Pour Lallaloui, la censure coloniale en France ne date pas d’octobre 1961, mais a déjà «sévi» lors de la parution de l’Appel à l’insoumission et au soutien de l’indépendance de l’Algérie, en septembre 1960 dans le Manifeste des 121 intellectuels français. «Outre les peines lourdes d’emprisonnement prononcées à l’encontre de certains membres du collectif, des interdictions professionnelles ont été signifiées à d’autres travaillant au CNRS, à l’Assemblée ou exerçant comme simples artistes», a-t-il rappelé, citant à ce propos le décret du premier ministre d’alors, Michel Debré. D’autres intervenants ont évoqué la manifestation de Charonne en février 1962, organisée quelque mois après les massacres des Algériens au cœur de la capitale française, et l’écho qu’elle a suscité auprès de l’opinion française, contrairement au peu de cas fait aux tragiques événements de l’automne d’avant. La manifestation de Charonne, à l’appel de syndicats de gauche et du Parti communiste français, a été, elle aussi, réprimée dans le sang. Neuf morts, tous communistes français, y ont été déplorés. Le lendemain de ce massacre, plus de 500.000 personnes accompagnent les victimes à leur dernière demeure. L’historien Vidal s’est dit «choqué» par cette «disproportion» entre le silence de l’opinion française et des grands partis politique de l’époque lors des massacres du 17 octobre 1961, qui ont fait des centaines de morts, et leur réaction à la manifestation de Charonne. Le président d’Au nom de la Mémoire a rappelé que mis à part La CFTC, aucun des discours prononcés lors de la manifestation de Charonne —qui réclamait pourtant la fin de la guerre en Algérie et dénonçait les crimes de l’OAS — n’a évoqué les morts d’octobre 1961 à Paris.

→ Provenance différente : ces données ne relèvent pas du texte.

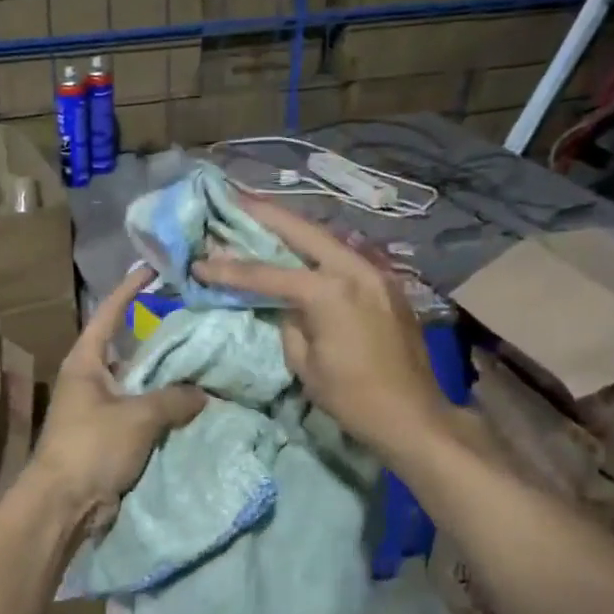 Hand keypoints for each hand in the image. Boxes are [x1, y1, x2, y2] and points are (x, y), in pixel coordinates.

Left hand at [27, 266, 205, 532]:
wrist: (64, 504)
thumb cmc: (92, 447)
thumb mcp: (137, 416)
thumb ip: (174, 398)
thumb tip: (202, 393)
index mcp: (86, 361)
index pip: (109, 314)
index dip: (130, 290)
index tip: (152, 269)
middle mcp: (92, 378)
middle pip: (130, 348)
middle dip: (160, 336)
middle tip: (196, 320)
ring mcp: (101, 408)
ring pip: (141, 383)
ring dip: (168, 377)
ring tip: (206, 360)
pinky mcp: (112, 435)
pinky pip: (144, 412)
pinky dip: (166, 408)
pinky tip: (196, 404)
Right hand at [192, 196, 452, 460]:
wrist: (413, 416)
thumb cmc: (352, 397)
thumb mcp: (305, 363)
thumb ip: (290, 322)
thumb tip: (285, 304)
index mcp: (329, 291)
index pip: (267, 273)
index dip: (230, 269)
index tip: (200, 262)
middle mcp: (354, 270)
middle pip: (302, 231)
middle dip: (266, 214)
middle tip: (234, 197)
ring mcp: (376, 274)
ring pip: (327, 239)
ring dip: (294, 228)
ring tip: (264, 216)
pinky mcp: (386, 286)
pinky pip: (345, 258)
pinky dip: (318, 250)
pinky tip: (302, 250) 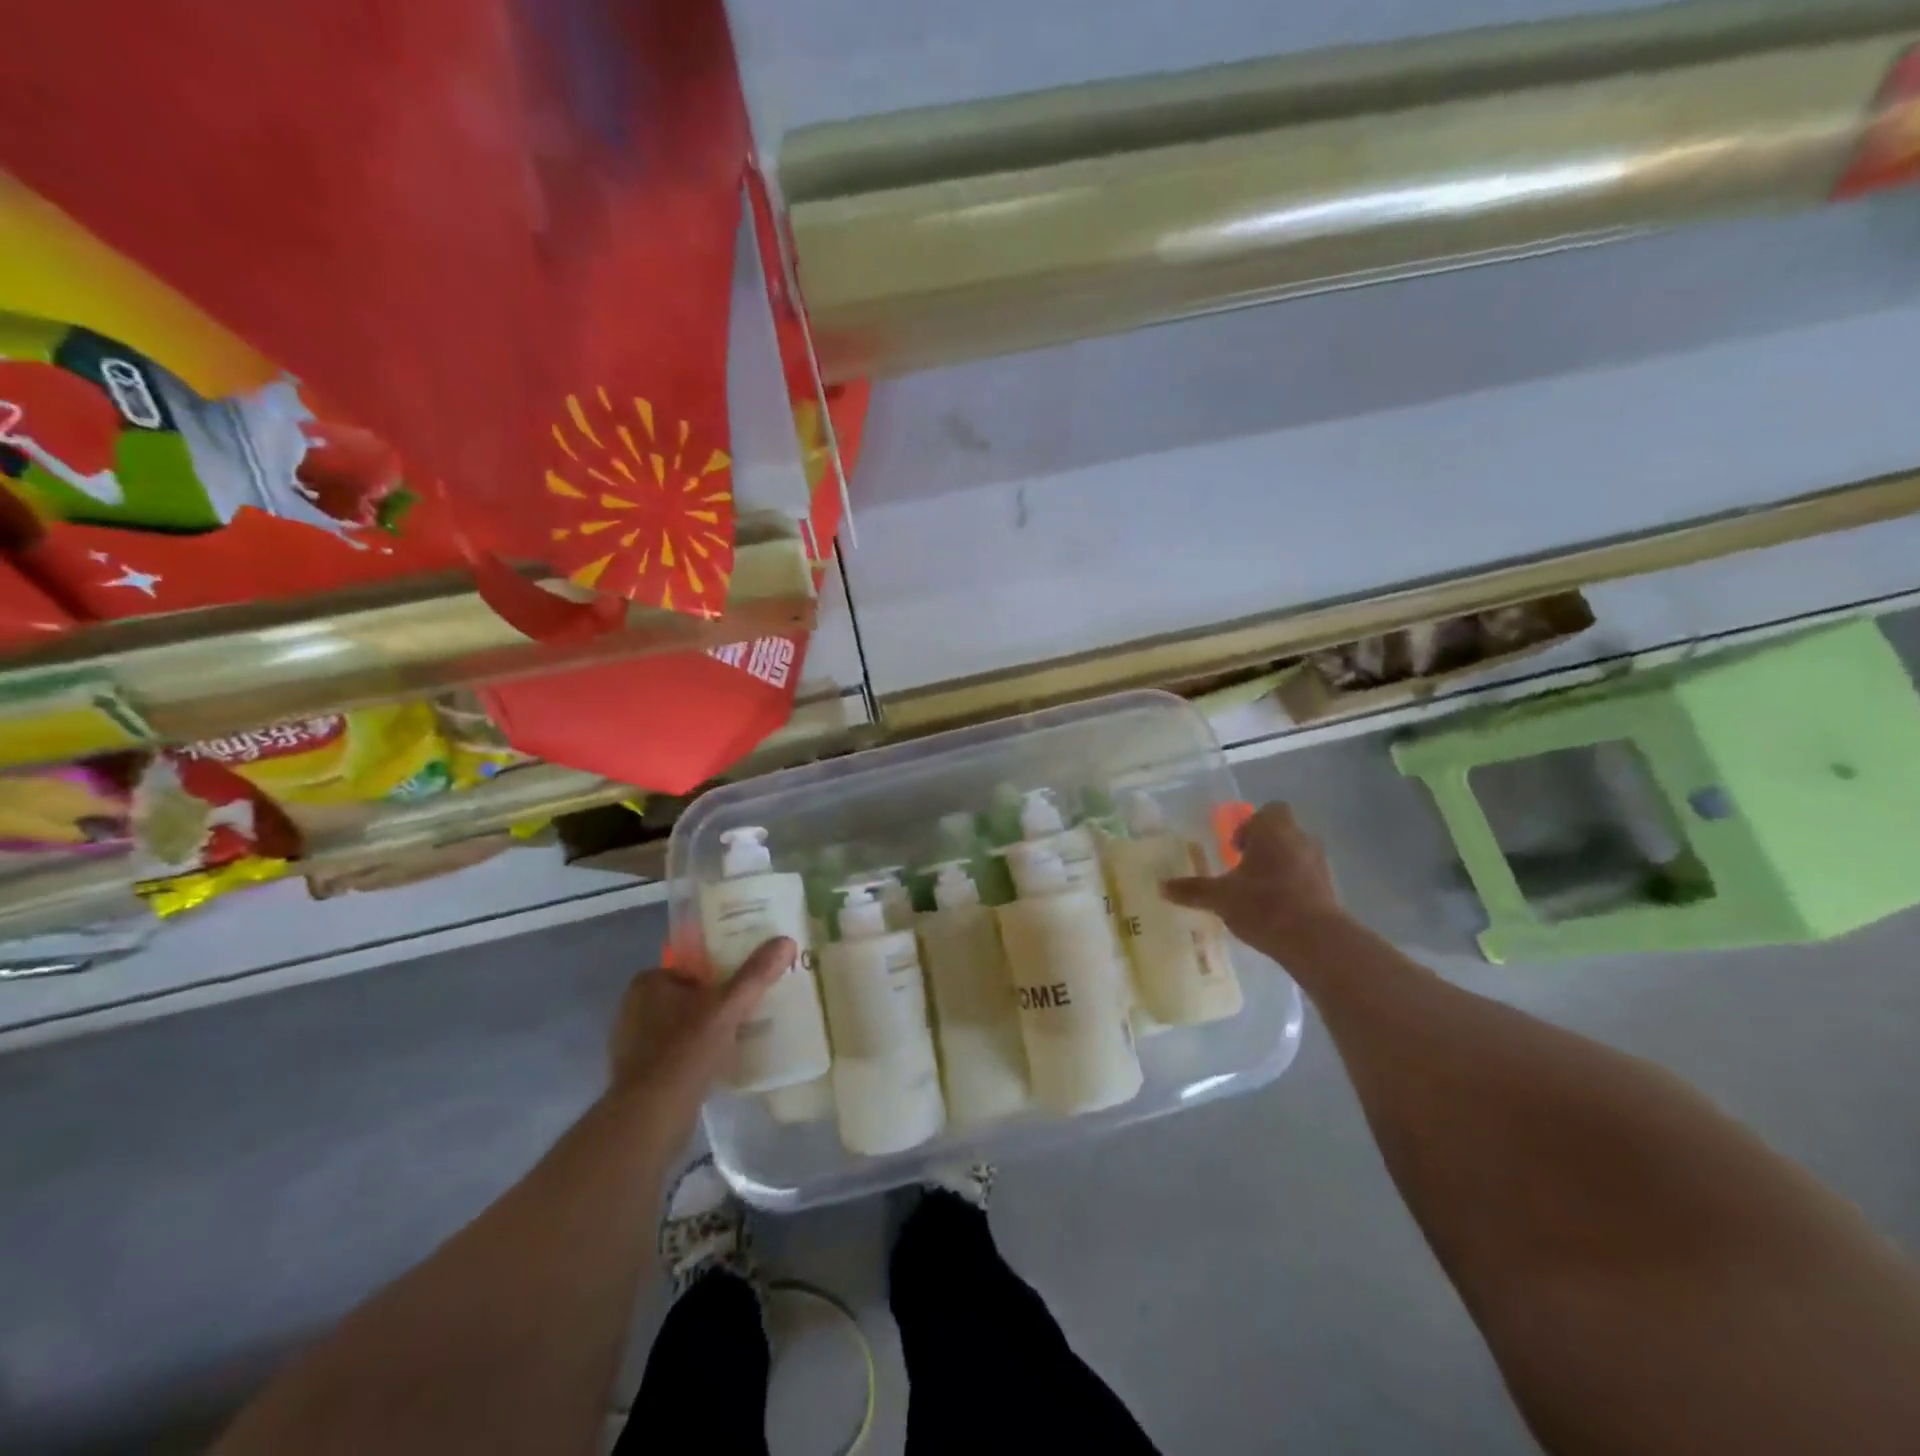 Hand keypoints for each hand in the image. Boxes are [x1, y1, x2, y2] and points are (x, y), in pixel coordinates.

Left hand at [606, 937, 795, 1144]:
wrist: (651, 1117)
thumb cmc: (685, 1051)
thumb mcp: (727, 1008)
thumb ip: (755, 975)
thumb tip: (786, 941)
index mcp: (648, 983)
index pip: (691, 967)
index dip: (719, 972)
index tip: (744, 983)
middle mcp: (634, 1008)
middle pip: (687, 996)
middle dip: (714, 1002)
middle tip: (747, 1008)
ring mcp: (633, 1043)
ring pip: (681, 1026)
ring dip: (705, 1030)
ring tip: (740, 1034)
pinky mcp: (638, 1074)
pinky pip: (675, 1053)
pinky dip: (695, 1055)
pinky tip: (718, 1064)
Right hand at [1163, 802, 1346, 955]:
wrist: (1315, 940)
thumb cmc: (1264, 904)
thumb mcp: (1220, 897)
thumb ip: (1192, 889)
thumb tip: (1161, 886)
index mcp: (1273, 830)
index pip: (1269, 811)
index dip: (1251, 825)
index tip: (1235, 849)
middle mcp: (1300, 839)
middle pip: (1282, 832)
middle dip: (1262, 848)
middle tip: (1242, 870)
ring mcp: (1319, 864)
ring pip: (1296, 855)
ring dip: (1279, 867)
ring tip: (1257, 893)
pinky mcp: (1330, 889)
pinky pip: (1307, 878)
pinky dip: (1293, 888)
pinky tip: (1276, 910)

Selon le président de l’association des moudjahidine de la Fédération du FLN en France 1954-1962, Akli Benyounes, la chasse à l’homme sanglante déclenchée contre les Algériens le 17 octobre 1961 à Paris a été accompagnée de 12.000 à 15.000 interpellations. 300 à 400 morts par balle, coup de crosse ou noyade dans la Seine, 2.400 blessés et 400 disparus ont été dénombrés suite à la répression policière, a-t-il encore rappelé.